Segment Start: Recorded data

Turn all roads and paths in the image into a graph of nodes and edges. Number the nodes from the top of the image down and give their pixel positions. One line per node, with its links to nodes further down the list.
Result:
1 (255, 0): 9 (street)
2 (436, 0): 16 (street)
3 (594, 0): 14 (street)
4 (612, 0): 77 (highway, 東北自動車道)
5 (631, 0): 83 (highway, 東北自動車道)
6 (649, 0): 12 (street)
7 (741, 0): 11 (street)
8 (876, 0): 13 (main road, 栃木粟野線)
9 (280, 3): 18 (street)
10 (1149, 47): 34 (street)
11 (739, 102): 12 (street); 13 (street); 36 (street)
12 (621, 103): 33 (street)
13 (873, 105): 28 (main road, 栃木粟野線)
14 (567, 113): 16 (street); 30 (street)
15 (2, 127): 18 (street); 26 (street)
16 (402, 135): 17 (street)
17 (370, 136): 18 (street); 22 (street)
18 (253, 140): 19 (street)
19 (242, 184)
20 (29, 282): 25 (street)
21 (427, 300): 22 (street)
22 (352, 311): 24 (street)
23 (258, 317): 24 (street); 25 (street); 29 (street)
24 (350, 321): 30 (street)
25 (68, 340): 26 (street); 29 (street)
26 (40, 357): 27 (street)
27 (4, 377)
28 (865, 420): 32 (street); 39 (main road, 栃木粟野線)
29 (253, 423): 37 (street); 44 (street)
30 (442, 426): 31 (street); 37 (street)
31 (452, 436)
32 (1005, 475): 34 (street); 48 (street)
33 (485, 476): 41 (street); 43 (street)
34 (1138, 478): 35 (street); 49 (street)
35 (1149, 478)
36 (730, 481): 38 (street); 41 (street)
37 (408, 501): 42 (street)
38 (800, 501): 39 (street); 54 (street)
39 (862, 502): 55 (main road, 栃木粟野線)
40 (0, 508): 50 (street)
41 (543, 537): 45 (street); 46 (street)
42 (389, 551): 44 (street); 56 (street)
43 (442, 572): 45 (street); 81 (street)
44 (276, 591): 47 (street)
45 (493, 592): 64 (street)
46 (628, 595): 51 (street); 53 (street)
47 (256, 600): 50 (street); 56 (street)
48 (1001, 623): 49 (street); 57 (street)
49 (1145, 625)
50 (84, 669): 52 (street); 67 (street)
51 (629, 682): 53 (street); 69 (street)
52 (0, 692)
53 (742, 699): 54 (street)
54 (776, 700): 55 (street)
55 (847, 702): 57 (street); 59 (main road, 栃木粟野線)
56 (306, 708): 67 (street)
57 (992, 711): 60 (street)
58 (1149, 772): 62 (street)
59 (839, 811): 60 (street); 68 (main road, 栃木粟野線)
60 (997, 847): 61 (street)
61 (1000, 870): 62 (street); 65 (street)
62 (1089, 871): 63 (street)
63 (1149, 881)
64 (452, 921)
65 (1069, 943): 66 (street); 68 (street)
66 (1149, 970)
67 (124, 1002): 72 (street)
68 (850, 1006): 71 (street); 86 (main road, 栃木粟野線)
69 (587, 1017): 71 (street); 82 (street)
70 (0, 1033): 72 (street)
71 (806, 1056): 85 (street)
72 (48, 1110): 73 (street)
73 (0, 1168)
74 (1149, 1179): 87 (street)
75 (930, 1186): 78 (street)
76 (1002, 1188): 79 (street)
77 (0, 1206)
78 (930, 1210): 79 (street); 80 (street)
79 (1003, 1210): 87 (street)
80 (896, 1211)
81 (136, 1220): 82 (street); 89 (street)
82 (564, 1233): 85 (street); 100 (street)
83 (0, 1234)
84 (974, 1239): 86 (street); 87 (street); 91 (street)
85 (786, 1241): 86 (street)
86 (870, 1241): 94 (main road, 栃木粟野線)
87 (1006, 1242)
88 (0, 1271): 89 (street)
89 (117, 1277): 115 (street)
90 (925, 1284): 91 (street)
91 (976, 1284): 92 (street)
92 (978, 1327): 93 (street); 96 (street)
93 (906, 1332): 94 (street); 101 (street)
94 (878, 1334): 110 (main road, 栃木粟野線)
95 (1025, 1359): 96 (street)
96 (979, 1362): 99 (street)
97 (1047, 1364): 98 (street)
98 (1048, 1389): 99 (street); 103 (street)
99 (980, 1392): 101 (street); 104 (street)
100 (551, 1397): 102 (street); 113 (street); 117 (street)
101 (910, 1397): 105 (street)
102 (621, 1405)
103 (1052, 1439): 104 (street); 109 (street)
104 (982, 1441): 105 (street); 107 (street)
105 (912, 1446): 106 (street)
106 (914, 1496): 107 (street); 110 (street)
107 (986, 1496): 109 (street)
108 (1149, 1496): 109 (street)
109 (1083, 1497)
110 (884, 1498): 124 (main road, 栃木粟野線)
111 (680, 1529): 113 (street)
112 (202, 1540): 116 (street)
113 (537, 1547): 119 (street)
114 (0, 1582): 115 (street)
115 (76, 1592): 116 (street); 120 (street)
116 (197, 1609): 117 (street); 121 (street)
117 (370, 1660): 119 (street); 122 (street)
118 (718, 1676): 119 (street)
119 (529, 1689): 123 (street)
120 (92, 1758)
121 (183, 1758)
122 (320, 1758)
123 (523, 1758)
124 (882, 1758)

Segment End: Recorded data

## Work instructions
Return a copy of each line of the material that holds the word "highway".

## Task output
4 (612, 0): 77 (highway, 東北自動車道)
5 (631, 0): 83 (highway, 東北自動車道)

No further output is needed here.